[Dataset entries]
•••••
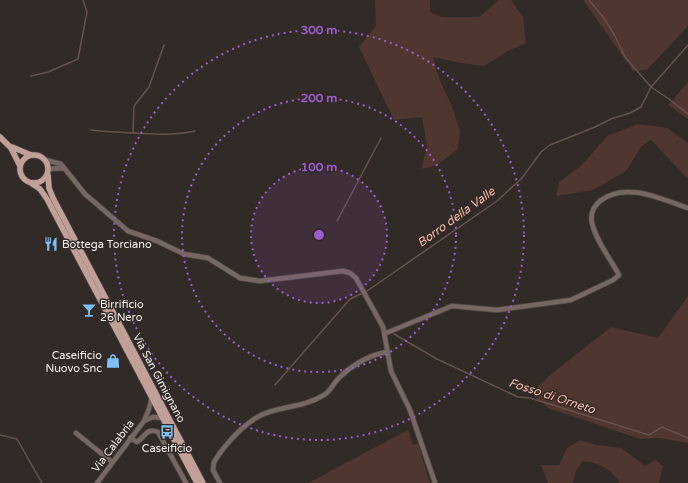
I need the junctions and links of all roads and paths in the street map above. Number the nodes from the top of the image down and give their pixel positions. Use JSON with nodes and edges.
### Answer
{"nodes":[{"id":1,"x":0,"y":137,"type":"edge"},
{"id":2,"x":8,"y":144,"type":"junction"},
{"id":3,"x":31,"y":154,"type":"junction"},
{"id":4,"x":46,"y":160,"type":"junction"},
{"id":5,"x":20,"y":166,"type":"junction"},
{"id":6,"x":63,"y":168,"type":"junction"},
{"id":7,"x":48,"y":172,"type":"junction"},
{"id":8,"x":31,"y":183,"type":"junction"},
{"id":9,"x":688,"y":208,"type":"edge"},
{"id":10,"x":386,"y":333,"type":"junction"},
{"id":11,"x":388,"y":352,"type":"junction"},
{"id":12,"x":152,"y":397,"type":"junction"},
{"id":13,"x":163,"y":418,"type":"junction"},
{"id":14,"x":144,"y":421,"type":"junction"},
{"id":15,"x":76,"y":433,"type":"dead end"},
{"id":16,"x":130,"y":438,"type":"junction"},
{"id":17,"x":112,"y":462,"type":"junction"},
{"id":18,"x":96,"y":483,"type":"edge"},
{"id":19,"x":186,"y":483,"type":"edge"},
{"id":20,"x":197,"y":483,"type":"edge"},
{"id":21,"x":203,"y":483,"type":"edge"},
{"id":22,"x":220,"y":483,"type":"edge"},
{"id":23,"x":435,"y":483,"type":"edge"}],
"edges":[{"from":1,"to":2,"type":"main road"},
{"from":2,"to":3,"type":"main road"},
{"from":2,"to":5,"type":"main road"},
{"from":3,"to":4,"type":"main road"},
{"from":3,"to":5,"type":"main road"},
{"from":4,"to":6,"type":"street"},
{"from":4,"to":7,"type":"main road"},
{"from":5,"to":8,"type":"main road"},
{"from":6,"to":7,"type":"street"},
{"from":6,"to":10,"type":"street"},
{"from":7,"to":8,"type":"main road"},
{"from":7,"to":21,"type":"main road","name":"Via San Gimignano"},
{"from":8,"to":12,"type":"main road","name":"Via San Gimignano"},
{"from":9,"to":10,"type":"street"},
{"from":10,"to":11,"type":"street"},
{"from":11,"to":22,"type":"street"},
{"from":11,"to":23,"type":"street"},
{"from":12,"to":13,"type":"main road","name":"Via San Gimignano"},
{"from":12,"to":14,"type":"street","name":"Via Calabria"},
{"from":13,"to":14,"type":"street","name":"Via Calabria"},
{"from":13,"to":20,"type":"main road","name":"Via San Gimignano"},
{"from":14,"to":16,"type":"street","name":"Via Calabria"},
{"from":15,"to":17,"type":"street"},
{"from":16,"to":17,"type":"street","name":"Via Calabria"},
{"from":16,"to":19,"type":"street"},
{"from":17,"to":18,"type":"street","name":"Via Calabria"}]}
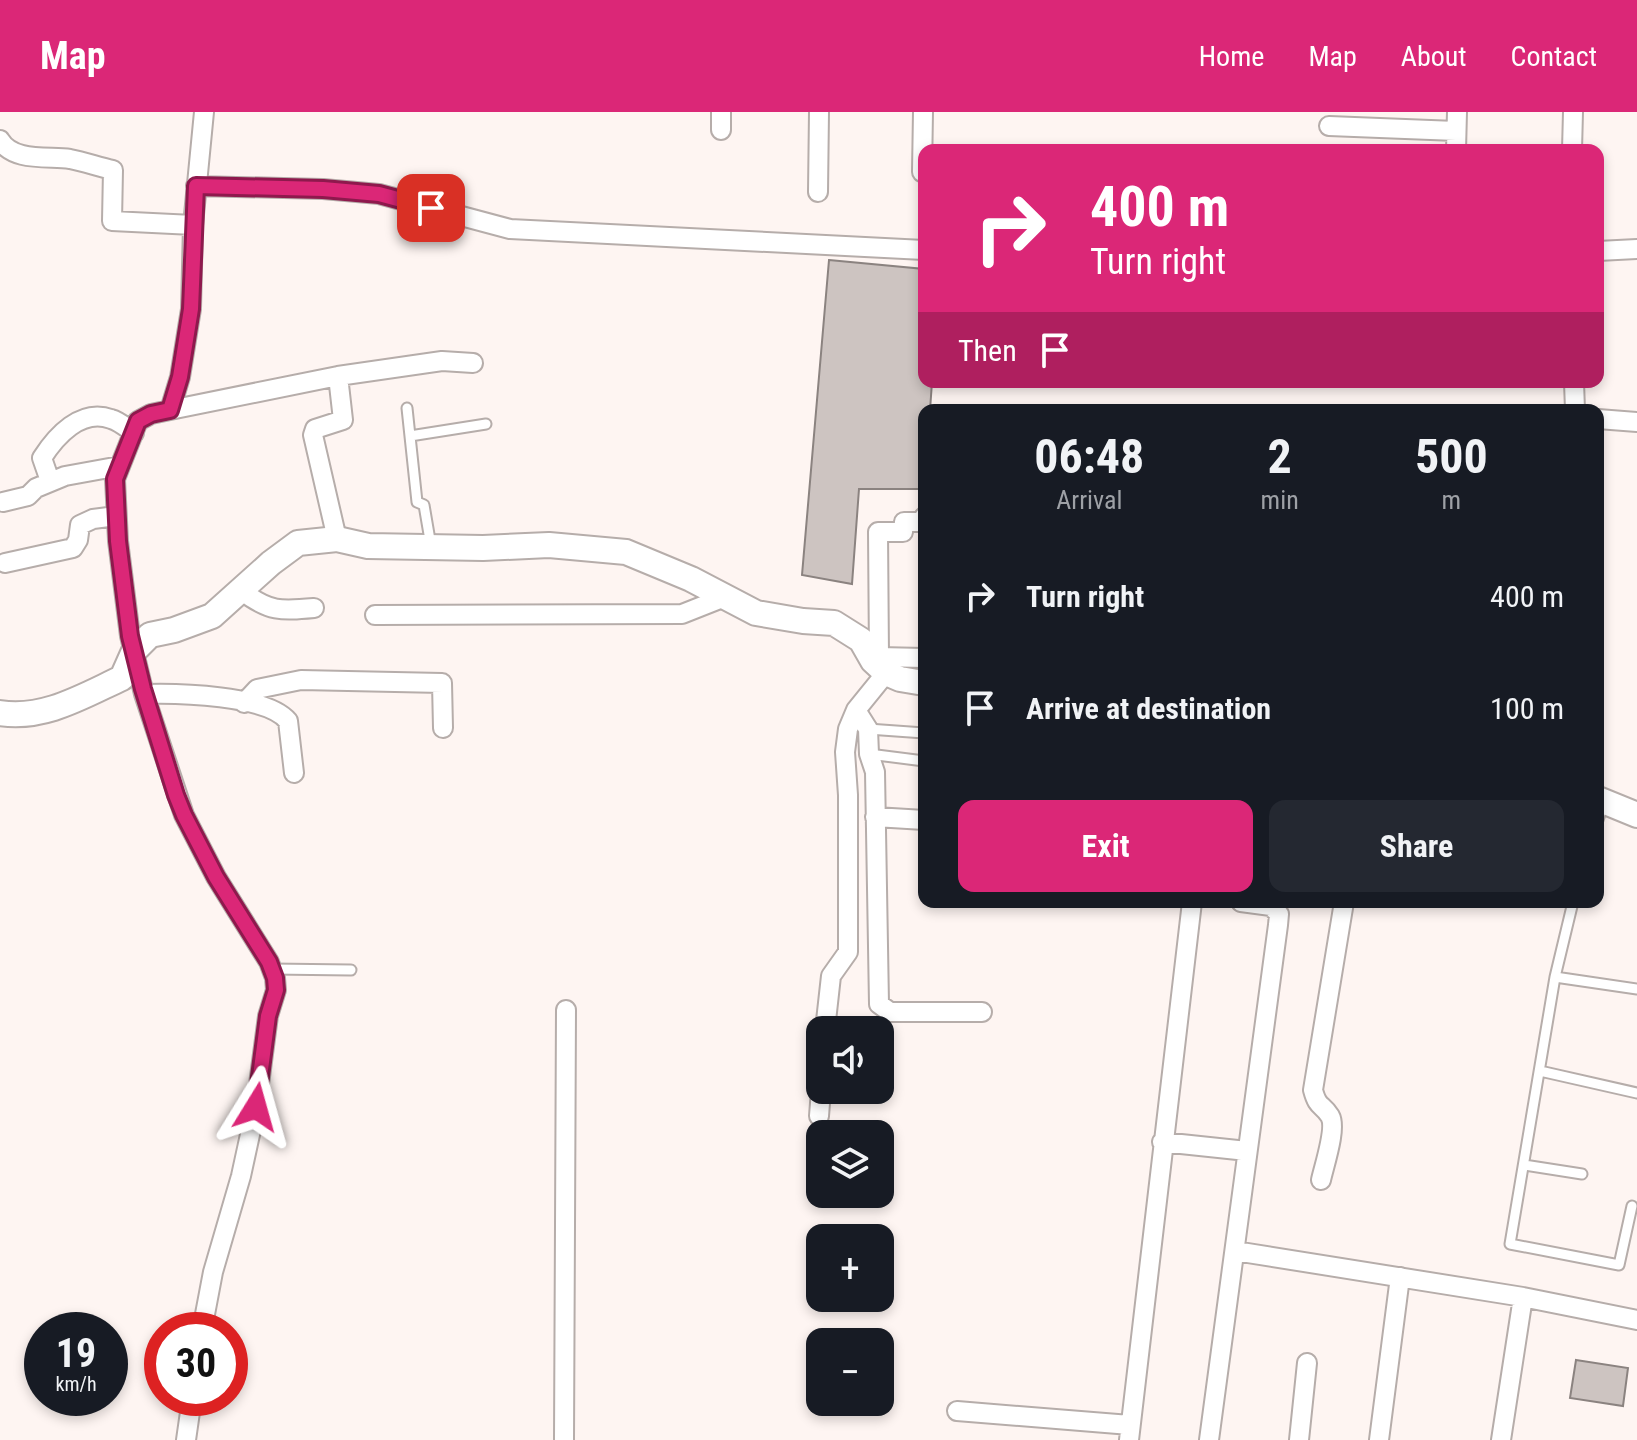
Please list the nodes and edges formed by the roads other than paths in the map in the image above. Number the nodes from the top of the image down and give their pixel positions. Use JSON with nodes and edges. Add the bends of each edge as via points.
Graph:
{"nodes":[{"id":1,"x":204,"y":112,"type":"edge"},
{"id":2,"x":819,"y":112,"type":"edge"},
{"id":3,"x":923,"y":112,"type":"edge"},
{"id":4,"x":1457,"y":112,"type":"edge"},
{"id":5,"x":1573,"y":112,"type":"edge"},
{"id":6,"x":1329,"y":126,"type":"dead end"},
{"id":7,"x":0,"y":140,"type":"edge"},
{"id":8,"x":1456,"y":141,"type":"edge"},
{"id":9,"x":922,"y":144,"type":"edge"},
{"id":10,"x":1572,"y":144,"type":"edge"},
{"id":11,"x":196,"y":186,"type":"junction"},
{"id":12,"x":818,"y":192,"type":"dead end"},
{"id":13,"x":193,"y":225,"type":"junction"},
{"id":14,"x":1637,"y":249,"type":"edge"},
{"id":15,"x":918,"y":250,"type":"edge"},
{"id":16,"x":1604,"y":251,"type":"edge"},
{"id":17,"x":473,"y":363,"type":"dead end"},
{"id":18,"x":338,"y":376,"type":"junction"},
{"id":19,"x":407,"y":408,"type":"dead end"},
{"id":20,"x":170,"y":410,"type":"junction"},
{"id":21,"x":1604,"y":419,"type":"edge"},
{"id":22,"x":1637,"y":422,"type":"edge"},
{"id":23,"x":486,"y":424,"type":"dead end"},
{"id":24,"x":134,"y":433,"type":"junction"},
{"id":25,"x":410,"y":436,"type":"junction"},
{"id":26,"x":120,"y":466,"type":"junction"},
{"id":27,"x":50,"y":481,"type":"junction"},
{"id":28,"x":3,"y":502,"type":"dead end"},
{"id":29,"x":116,"y":516,"type":"junction"},
{"id":30,"x":918,"y":522,"type":"edge"},
{"id":31,"x":337,"y":539,"type":"junction"},
{"id":32,"x":431,"y":546,"type":"junction"},
{"id":33,"x":5,"y":563,"type":"dead end"},
{"id":34,"x":242,"y":591,"type":"junction"},
{"id":35,"x":725,"y":597,"type":"junction"},
{"id":36,"x":314,"y":608,"type":"dead end"},
{"id":37,"x":375,"y":615,"type":"dead end"},
{"id":38,"x":134,"y":651,"type":"junction"},
{"id":39,"x":918,"y":658,"type":"edge"},
{"id":40,"x":886,"y":673,"type":"junction"},
{"id":41,"x":918,"y":682,"type":"edge"},
{"id":42,"x":144,"y":694,"type":"junction"},
{"id":43,"x":244,"y":703,"type":"junction"},
{"id":44,"x":856,"y":710,"type":"junction"},
{"id":45,"x":0,"y":713,"type":"edge"},
{"id":46,"x":443,"y":728,"type":"dead end"},
{"id":47,"x":868,"y":729,"type":"junction"},
{"id":48,"x":918,"y":733,"type":"edge"},
{"id":49,"x":869,"y":754,"type":"junction"},
{"id":50,"x":918,"y":760,"type":"edge"},
{"id":51,"x":294,"y":773,"type":"dead end"},
{"id":52,"x":1604,"y":808,"type":"edge"},
{"id":53,"x":1637,"y":815,"type":"edge"},
{"id":54,"x":875,"y":817,"type":"junction"},
{"id":55,"x":918,"y":820,"type":"edge"},
{"id":56,"x":1191,"y":908,"type":"edge"},
{"id":57,"x":1273,"y":908,"type":"edge"},
{"id":58,"x":1343,"y":908,"type":"edge"},
{"id":59,"x":1572,"y":908,"type":"edge"},
{"id":60,"x":272,"y":969,"type":"junction"},
{"id":61,"x":351,"y":970,"type":"dead end"},
{"id":62,"x":1555,"y":977,"type":"junction"},
{"id":63,"x":1637,"y":989,"type":"edge"},
{"id":64,"x":566,"y":1010,"type":"dead end"},
{"id":65,"x":982,"y":1012,"type":"dead end"},
{"id":66,"x":827,"y":1016,"type":"edge"},
{"id":67,"x":1540,"y":1071,"type":"junction"},
{"id":68,"x":1637,"y":1093,"type":"edge"},
{"id":69,"x":820,"y":1104,"type":"edge"},
{"id":70,"x":819,"y":1116,"type":"dead end"},
{"id":71,"x":1162,"y":1142,"type":"junction"},
{"id":72,"x":1247,"y":1151,"type":"junction"},
{"id":73,"x":1524,"y":1165,"type":"junction"},
{"id":74,"x":1582,"y":1174,"type":"dead end"},
{"id":75,"x":1321,"y":1180,"type":"dead end"},
{"id":76,"x":1632,"y":1206,"type":"dead end"},
{"id":77,"x":1235,"y":1251,"type":"junction"},
{"id":78,"x":1400,"y":1277,"type":"junction"},
{"id":79,"x":1523,"y":1297,"type":"junction"},
{"id":80,"x":205,"y":1312,"type":"edge"},
{"id":81,"x":1637,"y":1320,"type":"edge"},
{"id":82,"x":1307,"y":1363,"type":"dead end"},
{"id":83,"x":957,"y":1411,"type":"dead end"},
{"id":84,"x":189,"y":1416,"type":"edge"},
{"id":85,"x":1130,"y":1433,"type":"edge"},
{"id":86,"x":186,"y":1440,"type":"edge"},
{"id":87,"x":564,"y":1440,"type":"edge"},
{"id":88,"x":1209,"y":1440,"type":"edge"},
{"id":89,"x":1299,"y":1440,"type":"edge"},
{"id":90,"x":1379,"y":1440,"type":"edge"},
{"id":91,"x":1501,"y":1440,"type":"edge"}],
"edges":[{"from":1,"to":11,"type":"street"},
{"from":2,"to":12,"type":"street"},
{"from":3,"to":9,"type":"street"},
{"from":4,"to":8,"type":"street"},
{"from":5,"to":10,"type":"street"},
{"from":6,"to":8,"type":"street"},
{"from":7,"to":13,"type":"street","via":[[19,154],[113,170],[112,221]]},
{"from":11,"to":13,"type":"street"},
{"from":11,"to":15,"type":"street","via":[[379,194],[510,229]]},
{"from":13,"to":20,"type":"street","via":[[191,309]]},
{"from":14,"to":16,"type":"street"},
{"from":17,"to":18,"type":"street","via":[[442,361]]},
{"from":18,"to":20,"type":"street"},
{"from":18,"to":31,"type":"street","via":[[343,420],[315,429],[313,435]]},
{"from":19,"to":25,"type":"lane"},
{"from":20,"to":24,"type":"street","via":[[138,421]]},
{"from":21,"to":22,"type":"street"},
{"from":23,"to":25,"type":"lane"},
{"from":24,"to":26,"type":"street"},
{"from":24,"to":27,"type":"street","via":[[110,418],[71,424],[42,458]]},
{"from":25,"to":32,"type":"lane","via":[[417,502],[424,505]]},
{"from":26,"to":27,"type":"street"},
{"from":26,"to":29,"type":"street"},
{"from":27,"to":28,"type":"street","via":[[28,496]]},
{"from":29,"to":33,"type":"street","via":[[80,525],[73,548]]},
{"from":29,"to":38,"type":"street"},
{"from":30,"to":39,"type":"street","via":[[904,522],[903,532],[878,532],[879,657]]},
{"from":31,"to":32,"type":"street","via":[[368,546]]},
{"from":31,"to":34,"type":"street","via":[[298,543]]},
{"from":32,"to":35,"type":"street","via":[[549,545],[626,552]]},
{"from":34,"to":36,"type":"street","via":[[273,609]]},
{"from":34,"to":38,"type":"street","via":[[212,616],[150,635]]},
{"from":35,"to":37,"type":"street","via":[[682,614]]},
{"from":35,"to":40,"type":"street","via":[[756,613],[834,623],[861,640]]},
{"from":38,"to":42,"type":"street"},
{"from":38,"to":45,"type":"street","via":[[122,678],[54,710]]},
{"from":40,"to":41,"type":"street"},
{"from":40,"to":44,"type":"street"},
{"from":42,"to":43,"type":"street","via":[[190,693]]},
{"from":42,"to":60,"type":"street","via":[[184,815]]},
{"from":43,"to":46,"type":"street","via":[[257,689],[301,680],[442,683]]},
{"from":43,"to":51,"type":"street","via":[[283,714]]},
{"from":44,"to":47,"type":"street"},
{"from":44,"to":66,"type":"street","via":[[845,752],[848,952],[831,976]]},
{"from":47,"to":48,"type":"lane"},
{"from":47,"to":49,"type":"street"},
{"from":49,"to":50,"type":"lane"},
{"from":49,"to":54,"type":"street","via":[[875,772]]},
{"from":52,"to":53,"type":"street"},
{"from":54,"to":55,"type":"street"},
{"from":54,"to":65,"type":"street","via":[[879,1004],[890,1012]]},
{"from":56,"to":71,"type":"street"},
{"from":57,"to":72,"type":"street","via":[[1279,914]]},
{"from":58,"to":75,"type":"street","via":[[1313,1090],[1333,1125]]},
{"from":59,"to":62,"type":"lane"},
{"from":60,"to":61,"type":"lane"},
{"from":60,"to":80,"type":"street","via":[[276,990],[256,1107]]},
{"from":62,"to":63,"type":"lane"},
{"from":62,"to":67,"type":"lane"},
{"from":64,"to":87,"type":"street"},
{"from":67,"to":68,"type":"lane"},
{"from":67,"to":73,"type":"lane"},
{"from":69,"to":70,"type":"street"},
{"from":71,"to":72,"type":"street"},
{"from":71,"to":85,"type":"street"},
{"from":72,"to":77,"type":"street"},
{"from":73,"to":74,"type":"lane"},
{"from":73,"to":76,"type":"lane","via":[[1510,1244],[1619,1265]]},
{"from":77,"to":78,"type":"street"},
{"from":77,"to":88,"type":"street"},
{"from":78,"to":79,"type":"street"},
{"from":78,"to":90,"type":"street"},
{"from":79,"to":81,"type":"street"},
{"from":79,"to":91,"type":"street"},
{"from":82,"to":89,"type":"street"},
{"from":83,"to":85,"type":"street"},
{"from":84,"to":86,"type":"street"}]}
•••••
- _Directions for this task_:
Search the records above for "edges" and copy every line that has it.

- _Task result_:
I need the junctions and links of all roads and paths in the street map above. Number the nodes from the top of the image down and give their pixel positions. Use JSON with nodes and edges.
"edges":[{"from":1,"to":2,"type":"main road"},
Please list the nodes and edges formed by the roads other than paths in the map in the image above. Number the nodes from the top of the image down and give their pixel positions. Use JSON with nodes and edges. Add the bends of each edge as via points.
"edges":[{"from":1,"to":11,"type":"street"},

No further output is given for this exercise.